_Activity_.
Without the images, output each record below as it stands.

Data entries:
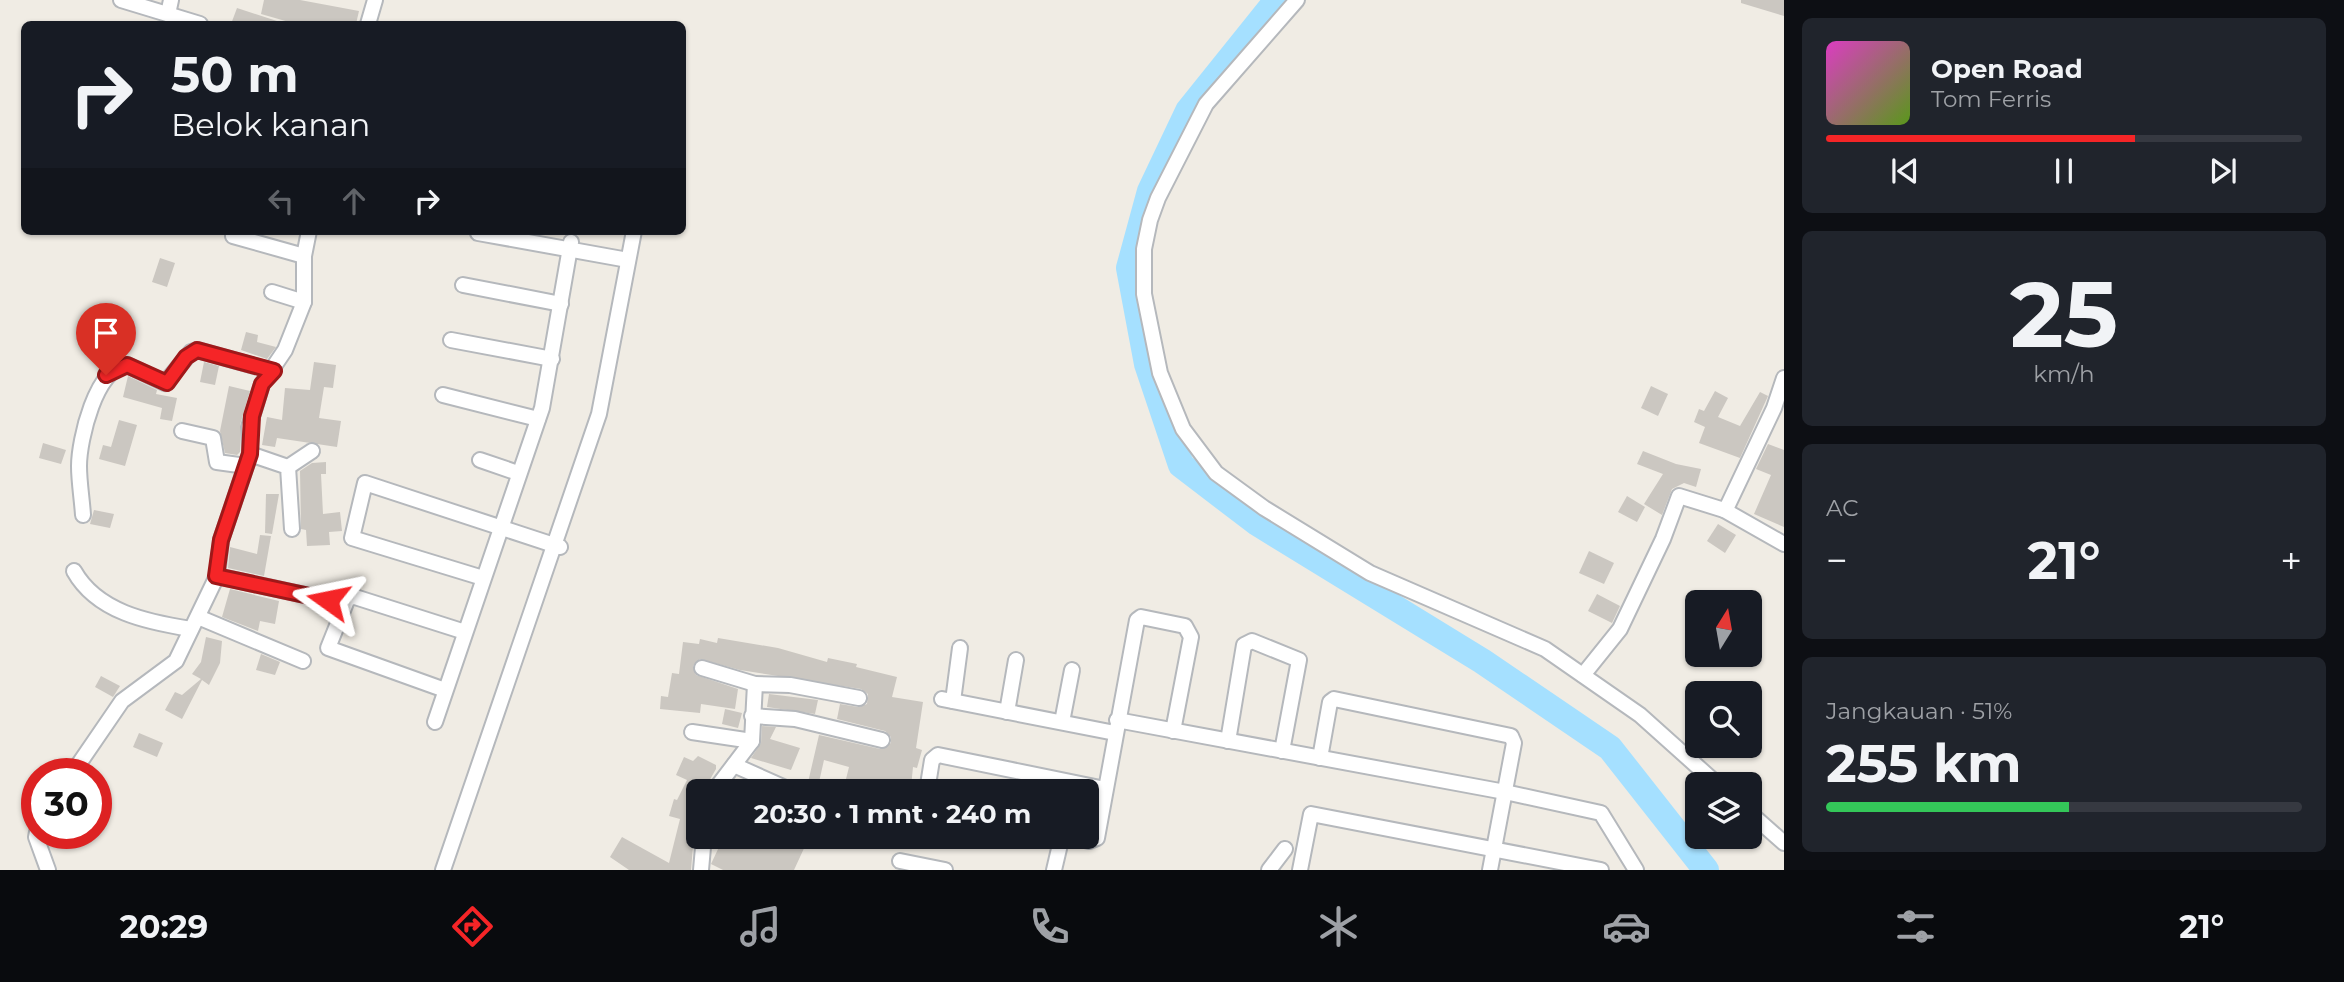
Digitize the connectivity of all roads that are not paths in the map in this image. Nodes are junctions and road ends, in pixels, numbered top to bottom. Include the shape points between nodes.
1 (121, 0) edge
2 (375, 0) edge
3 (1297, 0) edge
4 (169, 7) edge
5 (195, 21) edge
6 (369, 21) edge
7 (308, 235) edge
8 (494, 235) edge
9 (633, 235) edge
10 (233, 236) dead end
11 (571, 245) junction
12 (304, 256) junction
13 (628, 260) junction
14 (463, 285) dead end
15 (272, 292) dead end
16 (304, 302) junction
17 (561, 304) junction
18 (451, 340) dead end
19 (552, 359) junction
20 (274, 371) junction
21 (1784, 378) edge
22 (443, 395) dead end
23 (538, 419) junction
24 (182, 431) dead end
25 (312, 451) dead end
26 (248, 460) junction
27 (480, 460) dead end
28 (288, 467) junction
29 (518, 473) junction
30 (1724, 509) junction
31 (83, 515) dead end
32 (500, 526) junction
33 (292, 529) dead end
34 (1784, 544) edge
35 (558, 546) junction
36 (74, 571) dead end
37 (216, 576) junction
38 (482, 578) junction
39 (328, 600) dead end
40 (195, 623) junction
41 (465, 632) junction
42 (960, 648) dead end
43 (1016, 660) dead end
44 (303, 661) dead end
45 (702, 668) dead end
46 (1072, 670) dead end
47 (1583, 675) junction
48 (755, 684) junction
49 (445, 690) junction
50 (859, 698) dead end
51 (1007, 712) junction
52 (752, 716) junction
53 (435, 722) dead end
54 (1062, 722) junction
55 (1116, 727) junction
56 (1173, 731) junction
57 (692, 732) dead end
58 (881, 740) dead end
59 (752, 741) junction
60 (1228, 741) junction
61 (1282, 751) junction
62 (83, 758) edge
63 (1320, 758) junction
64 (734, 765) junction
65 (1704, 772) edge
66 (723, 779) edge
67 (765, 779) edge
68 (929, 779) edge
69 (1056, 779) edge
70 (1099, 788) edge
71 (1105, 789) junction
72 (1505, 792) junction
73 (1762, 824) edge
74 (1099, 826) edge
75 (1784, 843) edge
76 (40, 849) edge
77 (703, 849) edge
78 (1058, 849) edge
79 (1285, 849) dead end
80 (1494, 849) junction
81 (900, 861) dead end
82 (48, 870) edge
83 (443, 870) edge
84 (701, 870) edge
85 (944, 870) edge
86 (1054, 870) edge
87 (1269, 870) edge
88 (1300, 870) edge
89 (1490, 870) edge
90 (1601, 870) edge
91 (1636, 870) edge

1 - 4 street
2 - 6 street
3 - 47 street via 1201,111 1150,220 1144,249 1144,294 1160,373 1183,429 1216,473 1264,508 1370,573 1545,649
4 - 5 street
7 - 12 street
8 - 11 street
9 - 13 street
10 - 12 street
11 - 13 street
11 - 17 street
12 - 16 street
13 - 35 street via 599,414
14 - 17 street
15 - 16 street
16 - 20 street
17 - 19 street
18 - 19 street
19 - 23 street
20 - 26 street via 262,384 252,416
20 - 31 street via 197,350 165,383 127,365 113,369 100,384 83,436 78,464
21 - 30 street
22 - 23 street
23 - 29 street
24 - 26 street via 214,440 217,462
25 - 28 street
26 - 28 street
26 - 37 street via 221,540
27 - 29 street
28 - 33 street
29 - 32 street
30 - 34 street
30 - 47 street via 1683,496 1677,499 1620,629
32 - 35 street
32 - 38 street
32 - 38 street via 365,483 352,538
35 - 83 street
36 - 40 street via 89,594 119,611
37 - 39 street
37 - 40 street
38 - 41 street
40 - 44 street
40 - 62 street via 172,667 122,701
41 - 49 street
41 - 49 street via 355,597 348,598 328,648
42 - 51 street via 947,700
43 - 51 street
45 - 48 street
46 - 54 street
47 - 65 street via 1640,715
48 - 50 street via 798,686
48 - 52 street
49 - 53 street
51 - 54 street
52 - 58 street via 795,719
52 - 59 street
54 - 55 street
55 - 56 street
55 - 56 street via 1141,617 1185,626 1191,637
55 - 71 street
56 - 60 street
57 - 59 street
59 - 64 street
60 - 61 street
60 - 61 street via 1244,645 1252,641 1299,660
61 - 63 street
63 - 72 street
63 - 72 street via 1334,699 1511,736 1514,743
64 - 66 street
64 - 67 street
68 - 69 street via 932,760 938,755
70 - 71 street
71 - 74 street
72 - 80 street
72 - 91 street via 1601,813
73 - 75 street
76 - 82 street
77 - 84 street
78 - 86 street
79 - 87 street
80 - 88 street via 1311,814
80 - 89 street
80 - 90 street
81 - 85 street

_Task output_.
Digitize the connectivity of all roads that are not paths in the map in this image. Nodes are junctions and road ends, in pixels, numbered top to bottom. Include the shape points between nodes.
1 (121, 0) edge
2 (375, 0) edge
3 (1297, 0) edge
4 (169, 7) edge
5 (195, 21) edge
6 (369, 21) edge
7 (308, 235) edge
8 (494, 235) edge
9 (633, 235) edge
10 (233, 236) dead end
11 (571, 245) junction
12 (304, 256) junction
13 (628, 260) junction
14 (463, 285) dead end
15 (272, 292) dead end
16 (304, 302) junction
17 (561, 304) junction
18 (451, 340) dead end
19 (552, 359) junction
20 (274, 371) junction
21 (1784, 378) edge
22 (443, 395) dead end
23 (538, 419) junction
24 (182, 431) dead end
25 (312, 451) dead end
26 (248, 460) junction
27 (480, 460) dead end
28 (288, 467) junction
29 (518, 473) junction
30 (1724, 509) junction
31 (83, 515) dead end
32 (500, 526) junction
33 (292, 529) dead end
34 (1784, 544) edge
35 (558, 546) junction
36 (74, 571) dead end
37 (216, 576) junction
38 (482, 578) junction
39 (328, 600) dead end
40 (195, 623) junction
41 (465, 632) junction
42 (960, 648) dead end
43 (1016, 660) dead end
44 (303, 661) dead end
45 (702, 668) dead end
46 (1072, 670) dead end
47 (1583, 675) junction
48 (755, 684) junction
49 (445, 690) junction
50 (859, 698) dead end
51 (1007, 712) junction
52 (752, 716) junction
53 (435, 722) dead end
54 (1062, 722) junction
55 (1116, 727) junction
56 (1173, 731) junction
57 (692, 732) dead end
58 (881, 740) dead end
59 (752, 741) junction
60 (1228, 741) junction
61 (1282, 751) junction
62 (83, 758) edge
63 (1320, 758) junction
64 (734, 765) junction
65 (1704, 772) edge
66 (723, 779) edge
67 (765, 779) edge
68 (929, 779) edge
69 (1056, 779) edge
70 (1099, 788) edge
71 (1105, 789) junction
72 (1505, 792) junction
73 (1762, 824) edge
74 (1099, 826) edge
75 (1784, 843) edge
76 (40, 849) edge
77 (703, 849) edge
78 (1058, 849) edge
79 (1285, 849) dead end
80 (1494, 849) junction
81 (900, 861) dead end
82 (48, 870) edge
83 (443, 870) edge
84 (701, 870) edge
85 (944, 870) edge
86 (1054, 870) edge
87 (1269, 870) edge
88 (1300, 870) edge
89 (1490, 870) edge
90 (1601, 870) edge
91 (1636, 870) edge

1 - 4 street
2 - 6 street
3 - 47 street via 1201,111 1150,220 1144,249 1144,294 1160,373 1183,429 1216,473 1264,508 1370,573 1545,649
4 - 5 street
7 - 12 street
8 - 11 street
9 - 13 street
10 - 12 street
11 - 13 street
11 - 17 street
12 - 16 street
13 - 35 street via 599,414
14 - 17 street
15 - 16 street
16 - 20 street
17 - 19 street
18 - 19 street
19 - 23 street
20 - 26 street via 262,384 252,416
20 - 31 street via 197,350 165,383 127,365 113,369 100,384 83,436 78,464
21 - 30 street
22 - 23 street
23 - 29 street
24 - 26 street via 214,440 217,462
25 - 28 street
26 - 28 street
26 - 37 street via 221,540
27 - 29 street
28 - 33 street
29 - 32 street
30 - 34 street
30 - 47 street via 1683,496 1677,499 1620,629
32 - 35 street
32 - 38 street
32 - 38 street via 365,483 352,538
35 - 83 street
36 - 40 street via 89,594 119,611
37 - 39 street
37 - 40 street
38 - 41 street
40 - 44 street
40 - 62 street via 172,667 122,701
41 - 49 street
41 - 49 street via 355,597 348,598 328,648
42 - 51 street via 947,700
43 - 51 street
45 - 48 street
46 - 54 street
47 - 65 street via 1640,715
48 - 50 street via 798,686
48 - 52 street
49 - 53 street
51 - 54 street
52 - 58 street via 795,719
52 - 59 street
54 - 55 street
55 - 56 street
55 - 56 street via 1141,617 1185,626 1191,637
55 - 71 street
56 - 60 street
57 - 59 street
59 - 64 street
60 - 61 street
60 - 61 street via 1244,645 1252,641 1299,660
61 - 63 street
63 - 72 street
63 - 72 street via 1334,699 1511,736 1514,743
64 - 66 street
64 - 67 street
68 - 69 street via 932,760 938,755
70 - 71 street
71 - 74 street
72 - 80 street
72 - 91 street via 1601,813
73 - 75 street
76 - 82 street
77 - 84 street
78 - 86 street
79 - 87 street
80 - 88 street via 1311,814
80 - 89 street
80 - 90 street
81 - 85 street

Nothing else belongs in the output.